Dolor crónico, ¿cómo convivo con él?

¿Con quién vives tú? Seguramente con tus padres, o con tu pareja, o quizás con amigos o incluso con una mascota. También puede que lo hagas solo. ¿Sabes con quién vivo yo? Con el dolor crónico, un compañero de vida que no te recomiendo, pero aún así consigo sobrevivir.

dolor crónico

El dolor crónico

El dolor es un mecanismo de nuestro cuerpo para hacernos ver que hay algo que no marcha bien. Suele ser ocasionado por una lesión o una enfermedad, además tiene la característica de que su intensidad suele depender de la gravedad del problema.

Hay dolores que se alivian con analgésicos o antiinflamatorios y que generalmente son temporales, mientras que otros persisten y requieren de un tratamiento médico más complejo y a largo plazo y sobre todo solventar su origen.

También hay personas que, muchas, que tienes dolores de forma periódica, a causa de las migrañas o los calambres menstruales, por ejemplo.

En ocasiones este sistema de alarma de nuestro cuerpo no funciona de la manera correcta y emite señales en forma de dolor sin que haya una causa que lo justifique, o por lo menos no su intensidad.

Hablar de dolor crónico no es tan sencillo ya que aunque es cierto que se suele calificar como tal al que se prolonga por más de seis meses y no se cura con un tratamiento. Hay que puntualizar que por ejemplo un cáncer podría ocasionarnos dolor durante más de dicho tiempo y no hablaríamos de dolor crónico, ya que estaría relacionado con la enfermedad y seguramente en las siguientes semanas o meses puede corregirse.

Sí que hay dolores que pueden relacionarse con enfermedades como aquellos que son fruto de una neuropatía dolosa, que es un trastorno ocasionado por una lesión en los nervios, una intervención quirúrgica que haya dañado un nervio o el que se produce después de una fractura.

Esto es un poco lo que te puedo contar sobre el dolor crónico.

El dolor crónico y yo

Lo cierto es que no me siento sola en ningún sentido. Por ejemplo, según la Sociedad Española del Dolor en nuestro país hay unos 4,5 millones de afectados por el dolor crónico. Pero además puedo afirmar que mi familia y amigos nunca han dejado que afronte lo que me sucede sin su compañía.
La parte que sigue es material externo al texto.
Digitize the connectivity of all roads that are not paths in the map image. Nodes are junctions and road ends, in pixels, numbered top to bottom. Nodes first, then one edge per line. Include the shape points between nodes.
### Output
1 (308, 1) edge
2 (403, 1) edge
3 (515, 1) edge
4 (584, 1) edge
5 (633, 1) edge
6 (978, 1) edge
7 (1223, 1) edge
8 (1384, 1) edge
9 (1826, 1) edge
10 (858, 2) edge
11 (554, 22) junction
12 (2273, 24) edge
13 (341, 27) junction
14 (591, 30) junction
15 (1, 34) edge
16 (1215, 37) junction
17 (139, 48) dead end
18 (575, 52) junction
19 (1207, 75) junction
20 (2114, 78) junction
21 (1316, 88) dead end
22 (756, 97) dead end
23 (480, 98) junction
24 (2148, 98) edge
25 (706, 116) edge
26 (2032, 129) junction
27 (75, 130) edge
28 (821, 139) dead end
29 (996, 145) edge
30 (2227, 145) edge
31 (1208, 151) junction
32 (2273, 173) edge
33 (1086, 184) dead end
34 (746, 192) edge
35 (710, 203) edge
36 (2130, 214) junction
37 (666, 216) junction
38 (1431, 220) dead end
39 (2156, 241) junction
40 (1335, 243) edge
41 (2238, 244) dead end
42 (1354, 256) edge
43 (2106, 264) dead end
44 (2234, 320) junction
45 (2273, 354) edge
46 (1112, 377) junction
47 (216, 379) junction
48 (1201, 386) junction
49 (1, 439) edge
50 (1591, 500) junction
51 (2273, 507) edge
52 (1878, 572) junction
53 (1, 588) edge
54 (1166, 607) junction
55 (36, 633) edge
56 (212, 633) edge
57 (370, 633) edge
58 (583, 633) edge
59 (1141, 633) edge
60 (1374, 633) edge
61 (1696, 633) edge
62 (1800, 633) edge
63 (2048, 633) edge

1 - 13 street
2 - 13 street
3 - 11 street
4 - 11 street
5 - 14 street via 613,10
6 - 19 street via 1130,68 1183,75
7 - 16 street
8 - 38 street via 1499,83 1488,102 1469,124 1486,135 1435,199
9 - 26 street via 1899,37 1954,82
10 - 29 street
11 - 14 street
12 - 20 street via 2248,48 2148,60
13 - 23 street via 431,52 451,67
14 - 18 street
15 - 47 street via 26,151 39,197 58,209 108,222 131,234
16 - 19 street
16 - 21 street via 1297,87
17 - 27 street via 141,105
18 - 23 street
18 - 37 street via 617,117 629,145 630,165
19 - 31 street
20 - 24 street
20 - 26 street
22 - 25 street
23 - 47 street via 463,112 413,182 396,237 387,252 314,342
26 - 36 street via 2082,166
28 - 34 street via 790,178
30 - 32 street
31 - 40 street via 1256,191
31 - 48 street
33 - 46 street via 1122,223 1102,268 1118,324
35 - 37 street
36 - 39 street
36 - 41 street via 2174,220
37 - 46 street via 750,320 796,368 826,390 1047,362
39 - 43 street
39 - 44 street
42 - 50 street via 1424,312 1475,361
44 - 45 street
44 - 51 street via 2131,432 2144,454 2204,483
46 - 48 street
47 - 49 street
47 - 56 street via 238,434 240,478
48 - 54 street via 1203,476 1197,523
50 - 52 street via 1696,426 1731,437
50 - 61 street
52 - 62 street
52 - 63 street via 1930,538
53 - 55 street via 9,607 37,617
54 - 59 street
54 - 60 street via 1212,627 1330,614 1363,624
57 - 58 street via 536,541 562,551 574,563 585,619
Cuando tengo los días más bajos mi médico siempre me dice que nadie muere de dolor, es entonces cuando pienso que es así, pero que también es cierto que muchos mueren con dolor y otros vivimos permanentemente con él.

Estuve mucho tiempo peregrinando de médico en médico y por supuesto también probé terapias alternativas. Pero un día me dí cuenta de que era inútil y sin abandonar a los médicos, busqué otro tipo de ayudas para afrontar que mi vida sería siempre así, al menos es lo que hoy por hoy temo.

Afortunadamente hay días mejores que otros, y en esos es cuando aprovecho para hacer todo aquello que el dolor más intenso me impide. No solo trabajo y otras tareas, sino también para quedar con mis amigos o salir a dar una vuelta o hacer deporte.

Sigo al pie de la letra las recomendaciones de mi médico, al final he descubierto que es lo que mejor me funciona.Procuro descansar bien y alimentarme de manera sana y equilibrada, lo que me da fuerzas para afrontar el día a día.

También he probado diferentes técnicas para conseguir relajarme y estar tranquila, lo cual es una ayuda para mi dolor crónico, porque he comprobado que cuanto más tranquila esté menos dolor siento y viceversa.

Pero sobre todo he aprendido a trabajar mi ánimo, a no dejarme vencer por los problemas en general, ni por el dolor crónico en particular, a centrarme en lo bueno que hay en mi vida y a tomarme las cosas con sentido del humor.

De esta forma consigo sobrevivir cada día al dolor.